# Brief
In the entries below, count every line containing "Leme". Reply with the number alone.

*** Opening Materials provided ***

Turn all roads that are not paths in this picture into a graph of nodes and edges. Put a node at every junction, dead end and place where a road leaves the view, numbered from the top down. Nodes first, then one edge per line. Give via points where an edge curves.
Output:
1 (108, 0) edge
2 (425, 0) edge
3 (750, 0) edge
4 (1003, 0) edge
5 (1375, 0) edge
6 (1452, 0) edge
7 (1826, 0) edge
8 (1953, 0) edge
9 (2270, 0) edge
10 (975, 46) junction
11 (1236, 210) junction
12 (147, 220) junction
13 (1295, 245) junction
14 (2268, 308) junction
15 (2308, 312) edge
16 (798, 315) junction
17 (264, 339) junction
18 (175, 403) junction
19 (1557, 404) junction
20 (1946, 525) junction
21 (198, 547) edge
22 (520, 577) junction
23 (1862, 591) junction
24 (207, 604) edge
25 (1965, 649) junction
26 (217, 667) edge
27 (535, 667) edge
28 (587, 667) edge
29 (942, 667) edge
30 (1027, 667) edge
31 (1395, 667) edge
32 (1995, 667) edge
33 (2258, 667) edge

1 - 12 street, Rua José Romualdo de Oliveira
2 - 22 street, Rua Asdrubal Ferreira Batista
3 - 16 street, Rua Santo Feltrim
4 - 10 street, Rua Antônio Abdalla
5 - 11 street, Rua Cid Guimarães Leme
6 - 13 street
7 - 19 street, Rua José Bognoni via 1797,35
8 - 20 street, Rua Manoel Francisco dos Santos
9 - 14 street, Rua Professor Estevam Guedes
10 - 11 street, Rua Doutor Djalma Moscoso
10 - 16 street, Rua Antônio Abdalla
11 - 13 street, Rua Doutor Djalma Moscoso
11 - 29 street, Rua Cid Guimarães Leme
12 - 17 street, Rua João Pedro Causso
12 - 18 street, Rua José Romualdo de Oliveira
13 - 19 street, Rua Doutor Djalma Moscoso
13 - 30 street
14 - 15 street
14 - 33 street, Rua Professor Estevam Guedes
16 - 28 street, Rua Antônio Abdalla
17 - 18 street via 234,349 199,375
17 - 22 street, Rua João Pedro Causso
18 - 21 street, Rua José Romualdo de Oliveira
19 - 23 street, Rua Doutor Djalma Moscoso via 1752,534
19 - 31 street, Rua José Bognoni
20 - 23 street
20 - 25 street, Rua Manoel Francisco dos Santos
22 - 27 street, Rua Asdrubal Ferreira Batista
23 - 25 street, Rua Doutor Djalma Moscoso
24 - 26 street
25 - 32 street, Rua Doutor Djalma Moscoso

*** Closing Materials provided ***

# Answer space
2